⟨
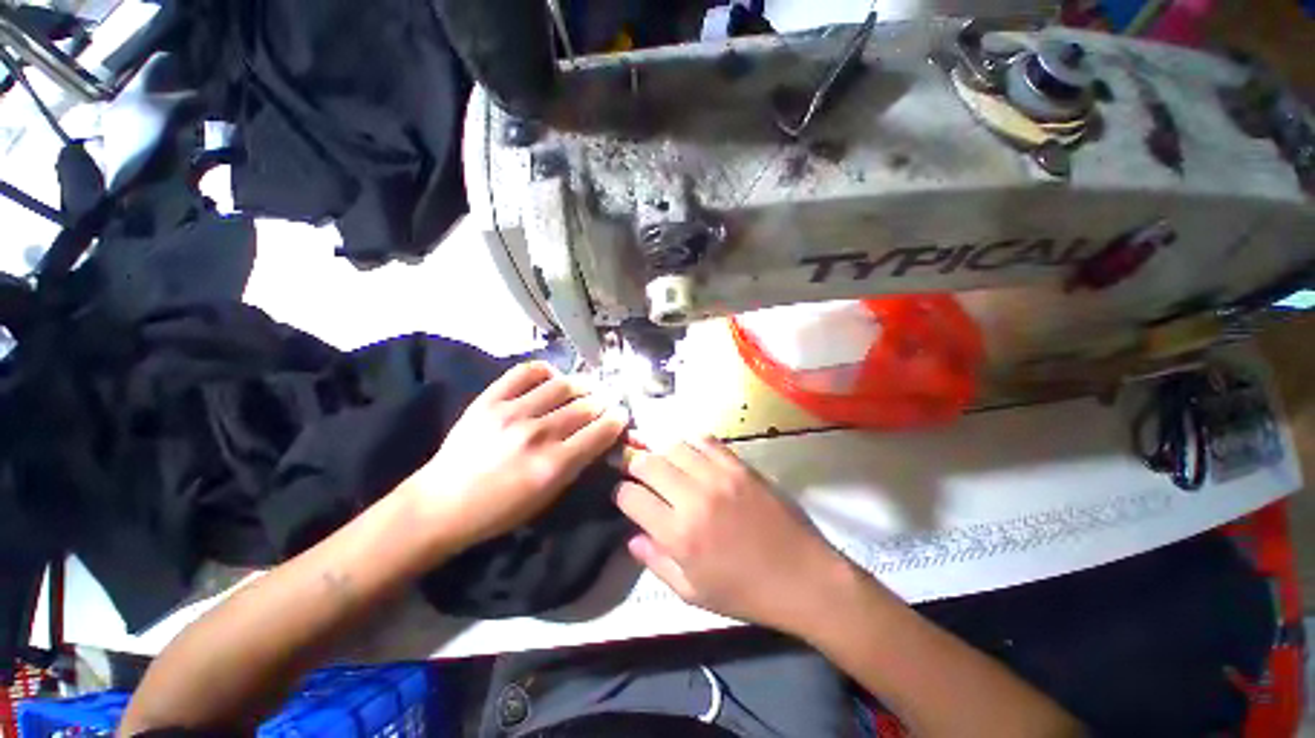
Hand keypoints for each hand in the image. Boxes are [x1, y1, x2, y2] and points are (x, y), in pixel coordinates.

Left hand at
⟩
⟨
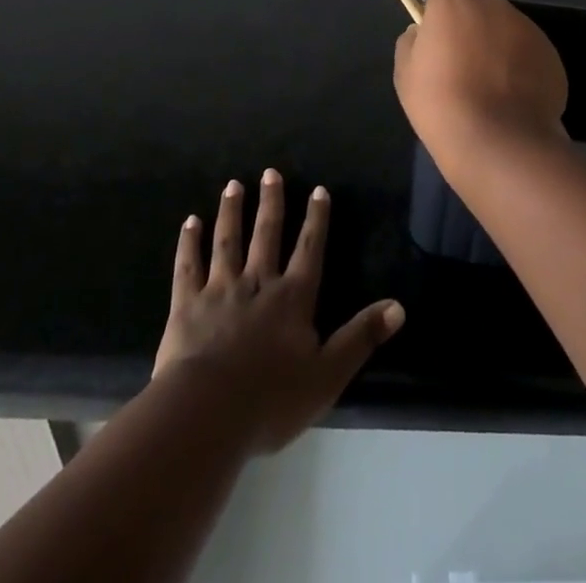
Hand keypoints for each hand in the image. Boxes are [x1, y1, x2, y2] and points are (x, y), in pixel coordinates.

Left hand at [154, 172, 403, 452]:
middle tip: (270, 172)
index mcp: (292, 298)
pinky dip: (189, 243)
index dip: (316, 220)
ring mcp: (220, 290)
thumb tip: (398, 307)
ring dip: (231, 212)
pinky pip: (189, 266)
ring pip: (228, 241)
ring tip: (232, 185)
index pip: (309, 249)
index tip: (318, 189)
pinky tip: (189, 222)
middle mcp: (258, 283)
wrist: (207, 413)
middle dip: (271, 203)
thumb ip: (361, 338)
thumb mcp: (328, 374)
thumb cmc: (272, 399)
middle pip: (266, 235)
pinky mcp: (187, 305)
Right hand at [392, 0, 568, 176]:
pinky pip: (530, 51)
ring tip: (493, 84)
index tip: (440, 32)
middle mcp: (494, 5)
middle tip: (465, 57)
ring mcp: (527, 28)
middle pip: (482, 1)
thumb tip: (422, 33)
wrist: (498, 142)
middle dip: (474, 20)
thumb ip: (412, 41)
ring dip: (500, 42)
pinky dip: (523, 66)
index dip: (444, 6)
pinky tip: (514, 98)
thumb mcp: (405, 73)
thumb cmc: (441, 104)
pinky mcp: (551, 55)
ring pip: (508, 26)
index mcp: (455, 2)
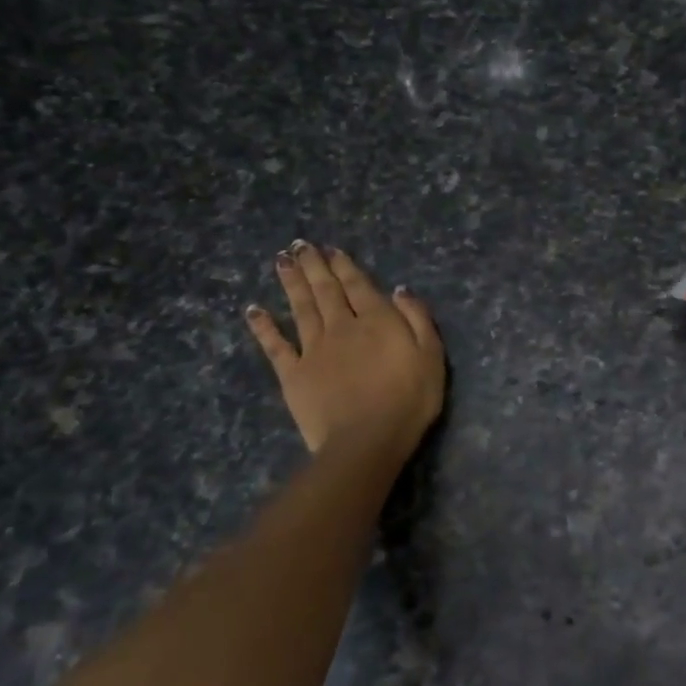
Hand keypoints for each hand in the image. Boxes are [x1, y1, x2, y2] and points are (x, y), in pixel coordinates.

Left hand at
⟩
⟨
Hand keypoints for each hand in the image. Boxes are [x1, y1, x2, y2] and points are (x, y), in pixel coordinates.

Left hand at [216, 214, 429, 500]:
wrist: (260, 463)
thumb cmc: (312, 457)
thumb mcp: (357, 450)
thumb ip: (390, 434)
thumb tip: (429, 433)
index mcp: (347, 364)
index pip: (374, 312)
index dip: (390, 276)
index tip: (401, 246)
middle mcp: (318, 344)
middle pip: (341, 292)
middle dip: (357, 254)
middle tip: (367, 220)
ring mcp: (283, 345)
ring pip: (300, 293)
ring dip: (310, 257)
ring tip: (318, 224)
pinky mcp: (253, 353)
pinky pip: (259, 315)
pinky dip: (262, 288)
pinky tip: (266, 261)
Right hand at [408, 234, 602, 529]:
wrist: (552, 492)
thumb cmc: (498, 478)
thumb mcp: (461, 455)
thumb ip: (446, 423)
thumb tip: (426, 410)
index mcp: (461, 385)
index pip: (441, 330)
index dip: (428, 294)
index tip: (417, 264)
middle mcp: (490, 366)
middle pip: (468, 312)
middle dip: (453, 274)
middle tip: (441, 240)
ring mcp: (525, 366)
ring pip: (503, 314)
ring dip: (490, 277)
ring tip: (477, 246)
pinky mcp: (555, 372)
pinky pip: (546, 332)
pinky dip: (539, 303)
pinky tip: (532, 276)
⟩
### TASK INSTRUCTIONS
In the listing above, find each line containing "Left" and copy it.

### RESPONSE TO THE TASK
Left hand at
Left hand at [154, 172, 403, 452]:
Left hand at
Left hand at [216, 214, 429, 500]:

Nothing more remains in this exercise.